Achtergrond

Migratie en superdiversiteit: het beleid hinkt achterop

Dirk Geldof

Welk migratie- en integratiebeleid is nodig in een wereld van toenemende superdiversiteit en transmigratie? De Nederlandse Wetenschappelijke Raad voor het Regeringsbeleid deed de denkoefening. Socioloog Dirk Geldof vindt hun analyse ook voor Vlaanderen relevant.

© Unsplash / Martin Adams

Zoektocht naar aangepast beleid

Nederland heeft, meer dan België, een traditie van gedegen beleidsvoorbereidend overheidsonderzoek. Vlak voor de jaarwisseling publiceerde de Nederlandse Wetenschappelijke Raad voor het Regeringsbeleid (WRR) het rapport ‘Samenleven in verscheidenheid. Beleid voor de migratiesamenleving’.

‘Welk beleid is nodig in een wereld van toenemende superdiversiteit?’

De rode draad doorheen het rapport van deze denktank is dat Nederland een dynamische migratiesamenleving is geworden. Die migratie heeft een structureel karakter, er is steeds meer verscheidenheid, en daar speelt het migratie- en integratiebeleid vandaag nog te weinig op in. Het rapport spreekt over ‘migratie-diversiteit en groeiende verscheidenheid’, wat we in Vlaanderen en in internationale onderzoek ‘superdiversiteit’ noemen.

Welk beleid is dan wel nodig in een wereld van toenemende superdiversiteit en transmigratie? De zoektocht naar aangepast beleid voor deze nieuwe realiteit is ook voor Vlaanderen en België boeiend.

Dynamische migratiesamenleving

Nederland is een dynamische migratiesamenleving: een aanzienlijk deel van de bevolking heeft een migratieachtergrond en immigratie is de belangrijkste drijfveer achter de bevolkingsgroei.

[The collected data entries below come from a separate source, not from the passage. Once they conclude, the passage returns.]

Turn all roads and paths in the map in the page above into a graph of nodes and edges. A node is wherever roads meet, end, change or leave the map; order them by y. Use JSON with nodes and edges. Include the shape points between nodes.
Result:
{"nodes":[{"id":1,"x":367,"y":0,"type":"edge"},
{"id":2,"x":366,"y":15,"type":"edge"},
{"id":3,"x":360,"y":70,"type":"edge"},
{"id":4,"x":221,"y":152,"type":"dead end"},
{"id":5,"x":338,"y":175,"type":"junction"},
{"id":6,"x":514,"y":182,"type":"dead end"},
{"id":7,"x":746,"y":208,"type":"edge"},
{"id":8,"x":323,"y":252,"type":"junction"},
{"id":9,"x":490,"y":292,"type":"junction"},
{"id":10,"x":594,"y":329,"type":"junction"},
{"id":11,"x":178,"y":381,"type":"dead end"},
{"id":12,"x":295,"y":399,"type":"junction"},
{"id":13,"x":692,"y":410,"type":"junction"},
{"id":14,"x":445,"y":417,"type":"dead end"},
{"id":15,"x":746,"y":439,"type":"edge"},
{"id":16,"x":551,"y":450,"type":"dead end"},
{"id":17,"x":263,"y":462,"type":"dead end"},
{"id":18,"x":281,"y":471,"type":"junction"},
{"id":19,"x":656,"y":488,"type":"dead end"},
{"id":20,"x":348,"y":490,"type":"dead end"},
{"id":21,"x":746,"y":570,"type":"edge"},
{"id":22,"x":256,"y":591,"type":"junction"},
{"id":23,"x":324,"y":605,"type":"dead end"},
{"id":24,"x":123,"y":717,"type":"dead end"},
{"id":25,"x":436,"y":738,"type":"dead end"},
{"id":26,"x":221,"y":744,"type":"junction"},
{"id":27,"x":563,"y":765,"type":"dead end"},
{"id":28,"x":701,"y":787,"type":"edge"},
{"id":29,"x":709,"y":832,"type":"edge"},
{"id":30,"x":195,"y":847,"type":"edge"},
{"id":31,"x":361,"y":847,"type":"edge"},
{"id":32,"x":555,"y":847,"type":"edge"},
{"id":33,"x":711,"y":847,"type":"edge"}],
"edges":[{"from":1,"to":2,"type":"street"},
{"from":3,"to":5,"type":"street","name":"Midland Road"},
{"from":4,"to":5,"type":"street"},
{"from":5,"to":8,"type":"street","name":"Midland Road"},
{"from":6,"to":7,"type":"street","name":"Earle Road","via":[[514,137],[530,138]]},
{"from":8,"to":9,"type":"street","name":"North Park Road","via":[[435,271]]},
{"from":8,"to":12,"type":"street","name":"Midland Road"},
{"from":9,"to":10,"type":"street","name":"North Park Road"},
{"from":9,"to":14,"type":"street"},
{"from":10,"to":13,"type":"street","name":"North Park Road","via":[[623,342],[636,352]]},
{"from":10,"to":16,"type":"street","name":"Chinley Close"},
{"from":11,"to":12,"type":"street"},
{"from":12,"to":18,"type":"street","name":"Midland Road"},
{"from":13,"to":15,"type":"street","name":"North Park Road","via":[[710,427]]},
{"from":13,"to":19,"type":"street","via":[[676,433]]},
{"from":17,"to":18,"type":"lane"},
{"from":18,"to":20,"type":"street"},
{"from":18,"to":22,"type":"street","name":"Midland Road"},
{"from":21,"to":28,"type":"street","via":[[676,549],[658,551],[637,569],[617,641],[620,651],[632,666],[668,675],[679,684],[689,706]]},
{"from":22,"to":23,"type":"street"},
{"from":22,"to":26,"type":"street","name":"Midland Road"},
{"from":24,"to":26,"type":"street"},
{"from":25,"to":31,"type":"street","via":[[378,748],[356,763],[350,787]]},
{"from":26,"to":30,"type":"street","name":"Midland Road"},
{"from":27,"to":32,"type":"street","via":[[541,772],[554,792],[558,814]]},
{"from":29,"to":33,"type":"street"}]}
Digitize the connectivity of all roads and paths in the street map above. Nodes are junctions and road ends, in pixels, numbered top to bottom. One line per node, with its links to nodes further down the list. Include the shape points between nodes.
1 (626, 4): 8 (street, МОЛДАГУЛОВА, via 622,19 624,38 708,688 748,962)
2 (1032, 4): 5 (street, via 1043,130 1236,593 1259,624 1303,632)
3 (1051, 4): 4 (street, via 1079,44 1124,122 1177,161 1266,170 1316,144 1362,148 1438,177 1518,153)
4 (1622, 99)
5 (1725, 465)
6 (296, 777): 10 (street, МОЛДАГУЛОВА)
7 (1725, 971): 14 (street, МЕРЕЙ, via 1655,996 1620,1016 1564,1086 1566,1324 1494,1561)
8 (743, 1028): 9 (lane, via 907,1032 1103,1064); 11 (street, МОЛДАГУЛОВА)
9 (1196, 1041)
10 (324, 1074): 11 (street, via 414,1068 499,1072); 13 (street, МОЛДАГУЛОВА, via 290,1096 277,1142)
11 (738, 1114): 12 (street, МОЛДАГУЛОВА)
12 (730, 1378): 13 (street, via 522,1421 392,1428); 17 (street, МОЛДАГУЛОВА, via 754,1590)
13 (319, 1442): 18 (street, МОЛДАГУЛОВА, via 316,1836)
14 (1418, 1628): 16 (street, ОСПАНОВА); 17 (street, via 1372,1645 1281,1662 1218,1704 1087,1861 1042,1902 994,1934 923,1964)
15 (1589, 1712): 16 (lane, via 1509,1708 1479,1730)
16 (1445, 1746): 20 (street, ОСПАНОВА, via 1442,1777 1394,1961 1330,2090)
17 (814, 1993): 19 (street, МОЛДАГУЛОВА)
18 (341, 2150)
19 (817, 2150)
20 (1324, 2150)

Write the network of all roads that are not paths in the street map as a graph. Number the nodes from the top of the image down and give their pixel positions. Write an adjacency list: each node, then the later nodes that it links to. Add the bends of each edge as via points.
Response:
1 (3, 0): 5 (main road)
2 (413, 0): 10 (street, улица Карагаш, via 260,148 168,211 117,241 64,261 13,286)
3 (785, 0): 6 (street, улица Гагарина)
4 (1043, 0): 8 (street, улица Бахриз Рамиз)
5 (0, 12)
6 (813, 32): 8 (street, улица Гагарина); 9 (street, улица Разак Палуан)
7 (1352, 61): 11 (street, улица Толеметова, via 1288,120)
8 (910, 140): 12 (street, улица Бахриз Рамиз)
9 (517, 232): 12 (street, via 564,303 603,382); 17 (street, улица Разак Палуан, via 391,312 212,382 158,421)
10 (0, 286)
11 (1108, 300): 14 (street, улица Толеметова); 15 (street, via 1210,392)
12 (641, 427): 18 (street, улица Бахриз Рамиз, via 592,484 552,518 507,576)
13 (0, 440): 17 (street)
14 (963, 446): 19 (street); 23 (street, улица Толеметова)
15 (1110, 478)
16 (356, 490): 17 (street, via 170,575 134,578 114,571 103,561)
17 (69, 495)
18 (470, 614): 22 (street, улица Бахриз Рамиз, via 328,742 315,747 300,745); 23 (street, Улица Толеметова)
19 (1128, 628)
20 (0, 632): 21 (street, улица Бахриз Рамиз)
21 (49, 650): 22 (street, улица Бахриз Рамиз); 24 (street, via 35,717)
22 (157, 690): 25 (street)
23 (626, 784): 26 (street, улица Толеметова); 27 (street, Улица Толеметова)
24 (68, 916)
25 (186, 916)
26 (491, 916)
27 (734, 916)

Sinds 2015 is het migratiesaldo (immigratie min emigratie) er immers groter dan het geboorteoverschot (aantal geboorten min overlijdens). Dit zal ook de volgende jaren zo zijn, net zoals in België.

Bovendien hebben Nederlanders met een migratieachtergrond een groter geboorteoverschot dan autochtone Nederlanders. Dat komt door hun leeftijdsstructuur met minder hoogbejaarden en meer mensen op vruchtbare leeftijd.

Groeiende verscheidenheid en vlottendheid

Door dat alles kent Nederland op vier domeinen een toenemende verscheidenheid.

In de eerste plaats gaat het om een grotere verscheidenheid naar herkomst: meer inwoners met een migratieachtergrond uit meer landen van herkomst. Daarnaast groeit het aantal verblijfsstatuten en de redenen waarom mensen migreren.

‘Steeds meer migranten zijn passanten.’

Ook op vlak van verblijfsduur is er meer verscheidenheid. Niet alleen immigratie, maar ook de emigratie stijgt. Meer mensen verblijven maar tijdelijk in Nederland. Migranten die naar Nederland komen, blijven gemiddeld steeds korter. De mobiliteit groeit dus.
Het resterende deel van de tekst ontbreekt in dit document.